It's always the perfect time to focus on building stronger, leaner legs. Not only will your legs be in eye-catching shape come shorts weather, you’ll also enhance coordination and improve athletic performance. Here are ten tips for making it happen.
#1: Prioritize Compound Lifts–Squats, DLs, Etc.
The multi-joint lifts of squats, deadlifts, lunges, and step-ups are the biggest “bang for your buck” exercises because they recruit the largest musculature at once. This makes them both metabolically challenging and effective for developing muscle. The compound lifts are also highly functional, improving running and jumping ability, while simultaneously reducing injury risk and pain.
#2: Include Heavy Lifting Phases
Lifting loads in the 80 to 90 percent of the 1RM range (4 to 8 reps) will overload your muscles so you get stronger and more athletic. You’ll also elevate body composition hormones like growth hormone and testosterone for greater musculature in the lower body.
#3: Squat Low
Deep squats in which you go all the way down to the point where the hamstring covers the calf are essential because they are a fundamental movement in human life and they improve balance and flexibility in the lower body. They also maximize muscle cross-sectional area of the hamstrings and quads for greater definition.
Deadlifts are one your best bets to get great legs because they hit the entire posterior chain (calves, hamstrings, glutes, and lower back) as well as the quads, and abs. Start with hex bar squats if you’re a beginner, and as you progress, don’t forget to include single leg deadlifts, Romanian deads, and conventional clean-style deadlifts for structural balance and an amazing lower body.
#5: Get Leaner Legs With German Body Comp—Forget “Spot Training”
Despite much debunking, people still believe in “spot” training for problem body parts. Don’t. It doesn’t work. What everyday folks don’t realize is that the “problem” is too much body fat. The best way to get rid of body fat is to train the whole body, while fixing nutrition.
Training-wise, leaner legs will come from a German Body Composition-type workout that uses compound lifts with short rest and high volume. The goal is to produce significant peripheral lactic acid buildup, which will cause a lot of growth hormone to be released for greater fat burning.
#6: Do Sprints Or Strongman
Don’t make the mistake of thinking you’ll build better looking’ legs from distance running. Endurance exercise trains efficiency, which is the opposite of what needs to happen if you want to build muscle or lose body fat. Interval training, on the other hand, will help you build muscle, and it preferentially increases the size and strength of the powerful, fast-twitch fibers. Try repeated sprints or strongman exercises such as sled training or tire flips.
#7:Do Single-Leg Training
Unilateral exercises such as split squats and step-ups are not as sexy as the squat and deadlift, but being able to perform them will set you up for superior numbers in the big lifts. They equalize strength on both sides of the body and target specific muscles in the lower body that aren’t effectively trained with bilateral lifts.

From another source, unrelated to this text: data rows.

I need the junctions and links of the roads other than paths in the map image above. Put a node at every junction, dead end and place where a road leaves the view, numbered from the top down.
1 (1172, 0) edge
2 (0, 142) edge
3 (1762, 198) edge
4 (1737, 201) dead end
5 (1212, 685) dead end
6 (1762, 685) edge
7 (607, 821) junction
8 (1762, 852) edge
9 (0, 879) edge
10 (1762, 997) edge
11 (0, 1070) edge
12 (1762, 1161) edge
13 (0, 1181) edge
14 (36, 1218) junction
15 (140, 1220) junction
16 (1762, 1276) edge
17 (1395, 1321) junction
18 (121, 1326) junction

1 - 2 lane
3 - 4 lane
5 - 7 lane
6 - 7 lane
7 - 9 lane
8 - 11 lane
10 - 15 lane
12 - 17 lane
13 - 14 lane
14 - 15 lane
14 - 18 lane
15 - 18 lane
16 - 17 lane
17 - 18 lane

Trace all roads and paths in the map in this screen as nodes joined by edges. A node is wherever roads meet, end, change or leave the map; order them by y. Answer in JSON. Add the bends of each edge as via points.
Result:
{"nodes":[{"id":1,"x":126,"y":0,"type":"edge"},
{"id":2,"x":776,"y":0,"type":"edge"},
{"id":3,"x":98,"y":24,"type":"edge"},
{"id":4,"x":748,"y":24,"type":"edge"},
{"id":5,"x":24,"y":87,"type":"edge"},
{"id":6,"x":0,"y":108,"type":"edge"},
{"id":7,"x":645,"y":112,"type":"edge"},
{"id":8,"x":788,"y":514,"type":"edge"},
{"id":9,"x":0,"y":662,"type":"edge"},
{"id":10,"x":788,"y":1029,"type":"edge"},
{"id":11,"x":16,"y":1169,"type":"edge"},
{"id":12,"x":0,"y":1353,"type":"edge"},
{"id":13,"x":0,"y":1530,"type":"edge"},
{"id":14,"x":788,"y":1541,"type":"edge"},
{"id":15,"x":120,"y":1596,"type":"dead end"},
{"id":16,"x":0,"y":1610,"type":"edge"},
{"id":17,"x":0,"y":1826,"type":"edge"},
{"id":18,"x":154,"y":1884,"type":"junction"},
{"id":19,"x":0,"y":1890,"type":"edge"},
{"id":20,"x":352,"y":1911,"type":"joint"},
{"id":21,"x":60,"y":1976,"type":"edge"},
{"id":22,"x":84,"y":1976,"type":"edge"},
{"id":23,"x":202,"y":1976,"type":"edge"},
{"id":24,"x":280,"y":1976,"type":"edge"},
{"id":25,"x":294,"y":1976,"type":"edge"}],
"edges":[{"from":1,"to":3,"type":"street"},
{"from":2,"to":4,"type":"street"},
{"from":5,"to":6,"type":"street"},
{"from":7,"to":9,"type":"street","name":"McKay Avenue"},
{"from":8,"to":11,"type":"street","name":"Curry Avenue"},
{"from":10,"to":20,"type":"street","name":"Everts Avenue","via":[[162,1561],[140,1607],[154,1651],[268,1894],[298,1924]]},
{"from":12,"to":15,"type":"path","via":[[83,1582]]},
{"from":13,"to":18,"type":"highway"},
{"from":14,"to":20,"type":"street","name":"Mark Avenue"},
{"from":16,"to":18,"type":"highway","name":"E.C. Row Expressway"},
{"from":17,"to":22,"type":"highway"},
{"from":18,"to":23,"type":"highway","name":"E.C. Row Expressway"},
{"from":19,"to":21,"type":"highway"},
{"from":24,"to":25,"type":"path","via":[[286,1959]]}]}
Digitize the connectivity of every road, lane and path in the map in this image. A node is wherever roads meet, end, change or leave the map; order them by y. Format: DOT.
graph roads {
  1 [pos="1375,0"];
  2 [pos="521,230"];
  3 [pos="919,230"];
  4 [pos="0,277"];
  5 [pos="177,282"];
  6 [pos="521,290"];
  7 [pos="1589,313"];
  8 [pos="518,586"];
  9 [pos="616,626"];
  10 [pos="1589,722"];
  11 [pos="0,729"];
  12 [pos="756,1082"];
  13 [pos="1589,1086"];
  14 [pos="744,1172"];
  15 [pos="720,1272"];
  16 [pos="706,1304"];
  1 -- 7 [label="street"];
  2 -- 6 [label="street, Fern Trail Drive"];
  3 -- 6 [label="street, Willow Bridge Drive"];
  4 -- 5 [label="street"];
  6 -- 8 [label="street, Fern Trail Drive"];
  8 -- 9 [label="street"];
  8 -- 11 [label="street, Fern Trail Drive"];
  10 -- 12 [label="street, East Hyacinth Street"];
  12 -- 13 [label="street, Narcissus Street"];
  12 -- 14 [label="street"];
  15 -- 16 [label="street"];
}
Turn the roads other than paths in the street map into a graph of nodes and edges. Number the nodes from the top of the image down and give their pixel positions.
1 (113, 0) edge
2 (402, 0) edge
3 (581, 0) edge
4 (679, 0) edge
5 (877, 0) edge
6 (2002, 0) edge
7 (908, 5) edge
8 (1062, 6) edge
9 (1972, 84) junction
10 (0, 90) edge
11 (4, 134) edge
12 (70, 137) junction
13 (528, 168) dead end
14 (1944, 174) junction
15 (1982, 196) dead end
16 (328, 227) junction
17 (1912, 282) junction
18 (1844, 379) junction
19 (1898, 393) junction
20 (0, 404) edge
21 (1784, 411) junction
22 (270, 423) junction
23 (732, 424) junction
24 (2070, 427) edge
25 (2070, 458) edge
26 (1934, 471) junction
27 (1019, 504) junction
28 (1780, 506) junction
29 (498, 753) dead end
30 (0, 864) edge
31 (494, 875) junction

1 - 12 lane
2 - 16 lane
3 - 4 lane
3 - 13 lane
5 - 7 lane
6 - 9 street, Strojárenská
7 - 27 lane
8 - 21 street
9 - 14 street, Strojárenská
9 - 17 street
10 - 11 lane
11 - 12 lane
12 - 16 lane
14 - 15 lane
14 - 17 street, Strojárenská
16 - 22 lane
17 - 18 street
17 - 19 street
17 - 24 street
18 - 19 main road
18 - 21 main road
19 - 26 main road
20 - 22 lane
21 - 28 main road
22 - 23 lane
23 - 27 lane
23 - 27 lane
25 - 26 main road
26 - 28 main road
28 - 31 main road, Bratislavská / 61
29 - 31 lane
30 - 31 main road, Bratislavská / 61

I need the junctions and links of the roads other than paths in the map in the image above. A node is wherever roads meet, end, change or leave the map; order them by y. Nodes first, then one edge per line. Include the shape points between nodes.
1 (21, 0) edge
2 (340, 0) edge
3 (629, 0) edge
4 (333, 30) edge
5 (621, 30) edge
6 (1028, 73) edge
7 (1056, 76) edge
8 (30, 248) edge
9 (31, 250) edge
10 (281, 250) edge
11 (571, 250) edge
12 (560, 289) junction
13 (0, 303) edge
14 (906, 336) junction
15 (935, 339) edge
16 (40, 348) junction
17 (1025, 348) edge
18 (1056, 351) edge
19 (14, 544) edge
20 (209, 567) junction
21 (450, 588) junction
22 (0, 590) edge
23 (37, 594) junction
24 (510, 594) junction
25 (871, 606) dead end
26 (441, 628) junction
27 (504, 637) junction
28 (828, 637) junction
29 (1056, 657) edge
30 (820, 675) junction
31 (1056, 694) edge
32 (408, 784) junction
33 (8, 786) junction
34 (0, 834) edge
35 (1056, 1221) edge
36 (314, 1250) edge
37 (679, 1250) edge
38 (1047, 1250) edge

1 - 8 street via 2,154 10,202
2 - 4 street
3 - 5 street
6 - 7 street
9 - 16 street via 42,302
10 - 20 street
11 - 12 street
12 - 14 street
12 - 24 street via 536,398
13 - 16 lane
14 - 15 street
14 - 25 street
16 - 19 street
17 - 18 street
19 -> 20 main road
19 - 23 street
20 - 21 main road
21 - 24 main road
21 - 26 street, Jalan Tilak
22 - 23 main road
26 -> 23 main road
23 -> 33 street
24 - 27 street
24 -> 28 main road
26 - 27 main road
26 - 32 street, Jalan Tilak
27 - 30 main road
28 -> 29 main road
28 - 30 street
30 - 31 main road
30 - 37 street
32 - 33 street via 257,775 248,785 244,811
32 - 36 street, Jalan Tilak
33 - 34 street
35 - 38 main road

#8: Build A Bulletproof Back—Good Mornings & Back Extensions
A weak lower back will limit the adaptations you can get from your training. Not only will you develop pain, you won’t be able to load the go-to exercises effectively. Avoid the problem by building a bulletproof back with good mornings, back extensions, and reverse hypers—you’ll get better abs too!
#9: Vary Your Lifting Speed—Always Count Tempo
Tempo refers to the speed with which you perform the up and down phase of your exercises. Training with a longer eccentric (down) motion is an efficient way to develop strength in squats, deadlifts, and lower back exercises. Advanced trainees can benefit from faster tempos that recruit higher threshold type 2 fibers for greater growth and power. This is one reason athletes who jump and sprint tend to have great legs.
#10: Grow Your Calves with Seated & Standing Raises
Great calves will get you a lot of attention. Calf training can seem complicated because you have to train both the gastrocnemius, which is mostly fast-twitch and best activated when standing, and the soleus, which sits under the gastrocnemius and is composed of more slow-twitch fibers. The simple way to do this is to perform both standing and seated calf raises. Add bottom-range reps to promote flexibility in which you perform just the range from the bottom stretched position to the point where the feet are parallel to the floor.